BEGIN
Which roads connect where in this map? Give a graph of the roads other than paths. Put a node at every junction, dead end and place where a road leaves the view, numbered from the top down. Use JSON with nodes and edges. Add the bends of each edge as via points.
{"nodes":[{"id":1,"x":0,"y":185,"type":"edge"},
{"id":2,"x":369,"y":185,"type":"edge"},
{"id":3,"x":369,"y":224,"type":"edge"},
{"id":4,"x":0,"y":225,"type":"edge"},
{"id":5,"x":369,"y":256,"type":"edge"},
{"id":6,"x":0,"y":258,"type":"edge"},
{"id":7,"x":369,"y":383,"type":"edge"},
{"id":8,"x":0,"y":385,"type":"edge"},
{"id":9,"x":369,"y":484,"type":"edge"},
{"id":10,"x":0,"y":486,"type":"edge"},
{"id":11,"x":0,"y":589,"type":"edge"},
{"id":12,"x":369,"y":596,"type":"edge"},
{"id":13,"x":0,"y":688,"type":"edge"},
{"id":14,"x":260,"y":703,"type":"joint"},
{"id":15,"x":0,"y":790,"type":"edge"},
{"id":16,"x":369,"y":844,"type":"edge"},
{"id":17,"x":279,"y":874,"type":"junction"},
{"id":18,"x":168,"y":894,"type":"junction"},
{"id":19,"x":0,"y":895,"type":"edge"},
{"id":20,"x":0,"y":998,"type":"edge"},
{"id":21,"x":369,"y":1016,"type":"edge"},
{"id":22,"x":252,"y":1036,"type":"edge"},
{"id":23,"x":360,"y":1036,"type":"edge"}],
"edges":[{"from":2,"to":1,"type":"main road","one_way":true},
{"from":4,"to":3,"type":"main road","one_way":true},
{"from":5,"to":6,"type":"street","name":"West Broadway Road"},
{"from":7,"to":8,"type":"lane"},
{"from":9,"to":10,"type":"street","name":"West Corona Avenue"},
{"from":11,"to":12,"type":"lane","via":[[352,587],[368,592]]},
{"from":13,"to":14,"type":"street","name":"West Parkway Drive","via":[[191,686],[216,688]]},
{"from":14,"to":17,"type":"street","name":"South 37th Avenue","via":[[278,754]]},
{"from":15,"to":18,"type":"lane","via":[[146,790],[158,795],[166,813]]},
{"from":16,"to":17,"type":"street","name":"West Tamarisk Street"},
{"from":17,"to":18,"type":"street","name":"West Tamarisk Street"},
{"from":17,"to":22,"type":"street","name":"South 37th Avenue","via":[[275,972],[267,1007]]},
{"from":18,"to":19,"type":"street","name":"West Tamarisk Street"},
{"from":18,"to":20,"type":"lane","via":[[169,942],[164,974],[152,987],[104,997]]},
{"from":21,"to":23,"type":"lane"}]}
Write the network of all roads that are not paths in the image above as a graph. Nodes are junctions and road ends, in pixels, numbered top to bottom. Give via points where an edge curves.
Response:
END
BEGIN
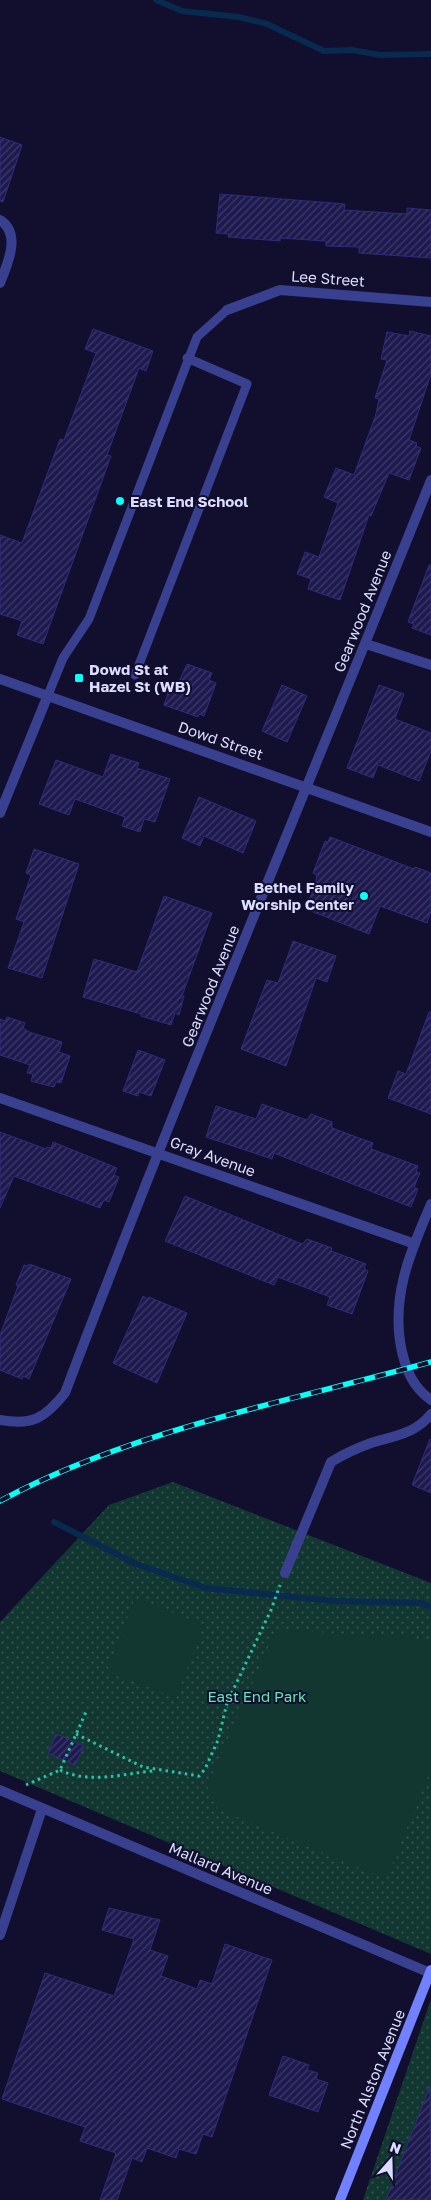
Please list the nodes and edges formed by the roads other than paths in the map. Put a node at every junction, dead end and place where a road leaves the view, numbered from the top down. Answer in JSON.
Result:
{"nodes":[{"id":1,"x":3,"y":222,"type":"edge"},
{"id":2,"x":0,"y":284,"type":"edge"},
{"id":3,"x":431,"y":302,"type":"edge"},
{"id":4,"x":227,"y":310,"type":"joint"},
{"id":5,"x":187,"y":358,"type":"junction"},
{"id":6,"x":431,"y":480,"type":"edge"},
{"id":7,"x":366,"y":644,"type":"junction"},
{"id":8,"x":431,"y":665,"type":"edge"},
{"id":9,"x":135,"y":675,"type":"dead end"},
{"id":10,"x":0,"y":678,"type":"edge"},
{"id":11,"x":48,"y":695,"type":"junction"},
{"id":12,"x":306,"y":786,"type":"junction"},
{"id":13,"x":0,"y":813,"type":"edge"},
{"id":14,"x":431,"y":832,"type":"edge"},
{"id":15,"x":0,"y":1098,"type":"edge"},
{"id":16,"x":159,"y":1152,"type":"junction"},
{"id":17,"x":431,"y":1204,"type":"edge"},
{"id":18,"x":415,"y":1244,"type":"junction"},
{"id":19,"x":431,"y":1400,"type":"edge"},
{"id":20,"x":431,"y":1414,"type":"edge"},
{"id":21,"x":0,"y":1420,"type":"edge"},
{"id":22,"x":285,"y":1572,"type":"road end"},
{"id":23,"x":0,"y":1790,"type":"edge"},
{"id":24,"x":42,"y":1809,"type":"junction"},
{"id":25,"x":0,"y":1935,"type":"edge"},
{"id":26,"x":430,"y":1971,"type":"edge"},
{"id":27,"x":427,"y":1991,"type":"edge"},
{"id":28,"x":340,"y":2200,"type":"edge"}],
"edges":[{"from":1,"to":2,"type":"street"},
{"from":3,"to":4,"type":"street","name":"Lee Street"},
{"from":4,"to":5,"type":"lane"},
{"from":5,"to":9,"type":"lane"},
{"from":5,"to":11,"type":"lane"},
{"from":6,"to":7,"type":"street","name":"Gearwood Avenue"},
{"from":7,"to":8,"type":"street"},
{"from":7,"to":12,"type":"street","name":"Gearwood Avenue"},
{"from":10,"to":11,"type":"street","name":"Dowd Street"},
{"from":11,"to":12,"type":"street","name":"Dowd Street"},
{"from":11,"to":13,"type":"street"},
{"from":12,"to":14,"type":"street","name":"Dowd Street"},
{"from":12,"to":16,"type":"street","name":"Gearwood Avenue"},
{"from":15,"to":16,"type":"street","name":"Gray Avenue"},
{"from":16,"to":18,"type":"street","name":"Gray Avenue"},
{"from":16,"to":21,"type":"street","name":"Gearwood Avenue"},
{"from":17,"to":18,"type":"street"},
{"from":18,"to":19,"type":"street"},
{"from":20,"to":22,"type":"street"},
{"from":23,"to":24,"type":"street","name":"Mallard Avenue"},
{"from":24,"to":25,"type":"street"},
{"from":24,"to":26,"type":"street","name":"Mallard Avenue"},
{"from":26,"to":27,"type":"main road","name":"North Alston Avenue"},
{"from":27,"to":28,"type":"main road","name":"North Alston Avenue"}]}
END
BEGIN
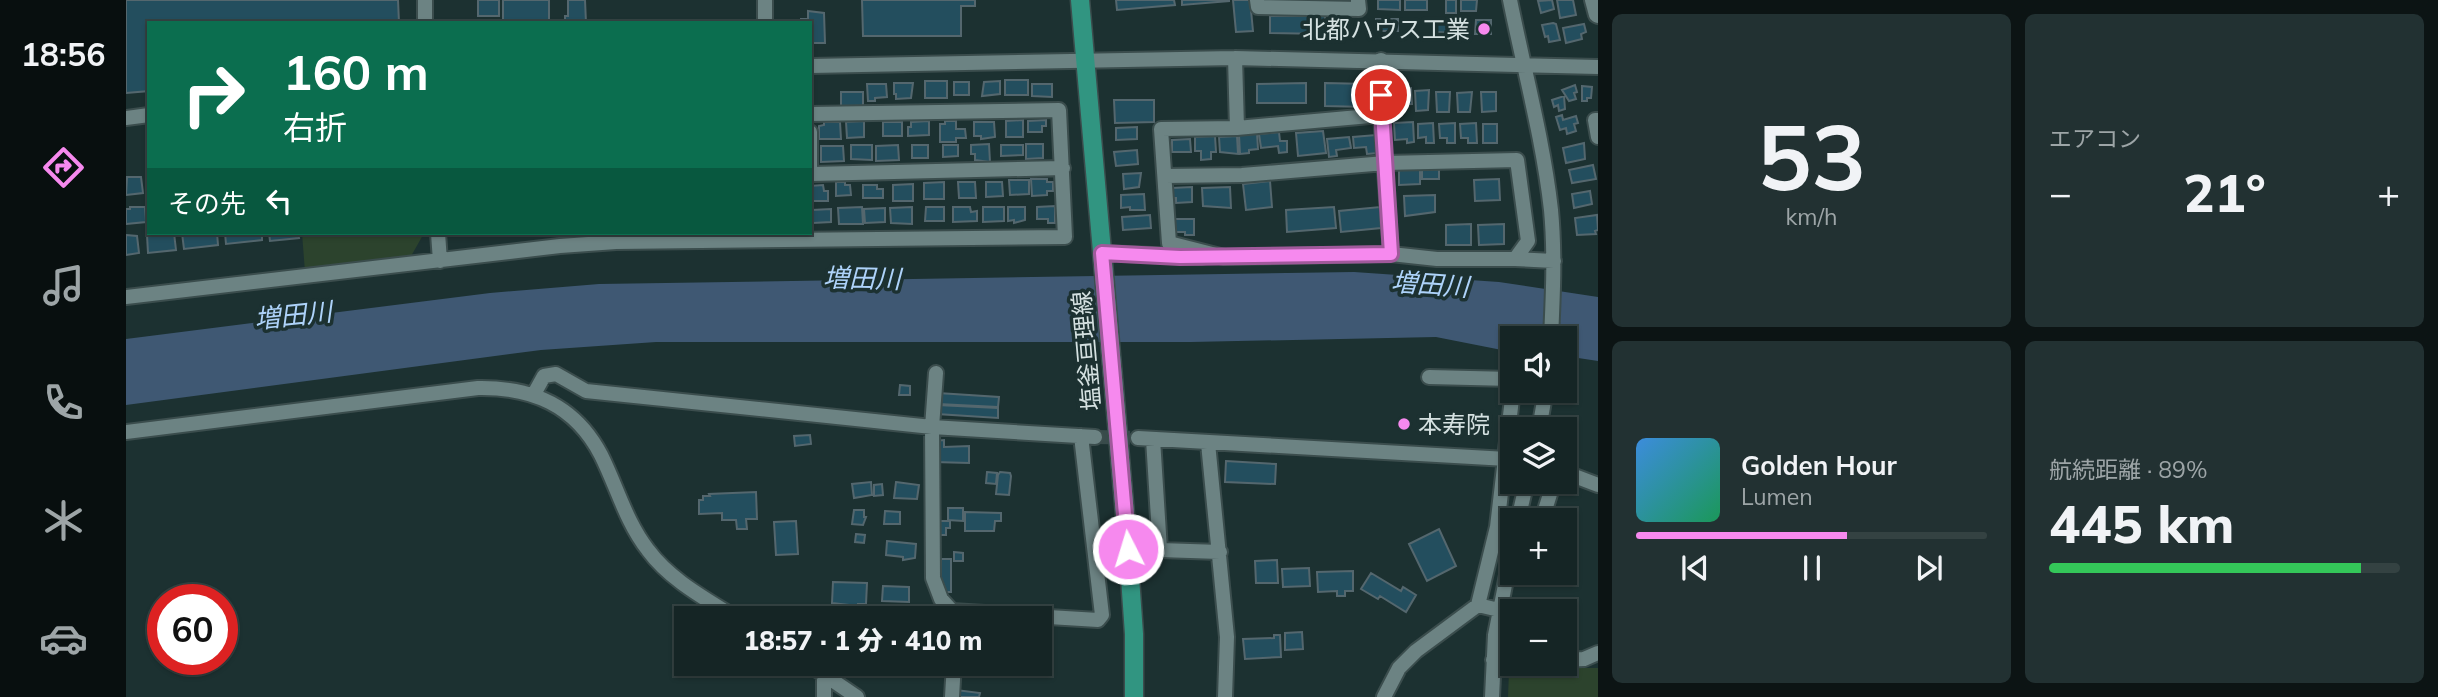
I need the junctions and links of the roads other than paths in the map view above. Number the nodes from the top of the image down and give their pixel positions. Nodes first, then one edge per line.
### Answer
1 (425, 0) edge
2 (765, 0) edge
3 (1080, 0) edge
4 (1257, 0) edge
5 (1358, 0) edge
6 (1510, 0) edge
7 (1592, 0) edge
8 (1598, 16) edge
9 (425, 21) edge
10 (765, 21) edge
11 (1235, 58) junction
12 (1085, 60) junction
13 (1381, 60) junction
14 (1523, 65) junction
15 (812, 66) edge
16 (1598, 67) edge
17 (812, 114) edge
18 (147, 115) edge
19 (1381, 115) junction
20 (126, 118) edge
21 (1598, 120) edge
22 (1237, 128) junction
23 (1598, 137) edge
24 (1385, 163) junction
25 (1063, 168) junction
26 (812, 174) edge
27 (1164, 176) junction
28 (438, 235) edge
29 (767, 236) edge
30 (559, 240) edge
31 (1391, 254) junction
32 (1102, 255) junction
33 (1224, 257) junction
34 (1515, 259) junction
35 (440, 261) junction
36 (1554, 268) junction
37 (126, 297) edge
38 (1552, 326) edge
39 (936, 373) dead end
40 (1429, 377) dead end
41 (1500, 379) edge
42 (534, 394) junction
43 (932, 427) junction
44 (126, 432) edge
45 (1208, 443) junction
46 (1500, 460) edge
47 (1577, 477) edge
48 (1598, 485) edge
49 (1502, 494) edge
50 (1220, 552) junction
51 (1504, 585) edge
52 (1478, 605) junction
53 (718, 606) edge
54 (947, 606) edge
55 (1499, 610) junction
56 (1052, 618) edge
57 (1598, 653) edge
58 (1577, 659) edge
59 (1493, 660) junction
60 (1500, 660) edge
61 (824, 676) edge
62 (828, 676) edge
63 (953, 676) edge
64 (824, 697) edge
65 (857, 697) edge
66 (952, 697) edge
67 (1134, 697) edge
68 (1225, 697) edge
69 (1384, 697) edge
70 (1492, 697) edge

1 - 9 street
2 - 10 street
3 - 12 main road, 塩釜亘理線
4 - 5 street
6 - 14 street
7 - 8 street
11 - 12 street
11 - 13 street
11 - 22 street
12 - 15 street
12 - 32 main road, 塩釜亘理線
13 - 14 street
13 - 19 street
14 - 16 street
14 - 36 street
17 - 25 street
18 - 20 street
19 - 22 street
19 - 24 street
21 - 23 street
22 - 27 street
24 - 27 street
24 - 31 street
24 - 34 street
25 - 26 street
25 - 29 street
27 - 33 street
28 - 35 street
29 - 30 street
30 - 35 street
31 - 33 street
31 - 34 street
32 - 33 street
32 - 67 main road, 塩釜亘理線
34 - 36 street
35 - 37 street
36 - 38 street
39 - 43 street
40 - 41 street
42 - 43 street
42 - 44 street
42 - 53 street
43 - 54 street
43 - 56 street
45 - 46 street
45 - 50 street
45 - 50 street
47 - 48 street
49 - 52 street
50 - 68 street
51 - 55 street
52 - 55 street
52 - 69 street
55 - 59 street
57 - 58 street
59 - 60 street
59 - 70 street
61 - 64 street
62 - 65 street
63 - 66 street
END
• Activity
Go through the records line by line, and copy each line that holds the string "junctions".

• Final answer
Write the network of all roads that are not paths in the image above as a graph. Nodes are junctions and road ends, in pixels, numbered top to bottom. Give via points where an edge curves.
I need the junctions and links of the roads other than paths in the map view above. Number the nodes from the top of the image down and give their pixel positions. Nodes first, then one edge per line.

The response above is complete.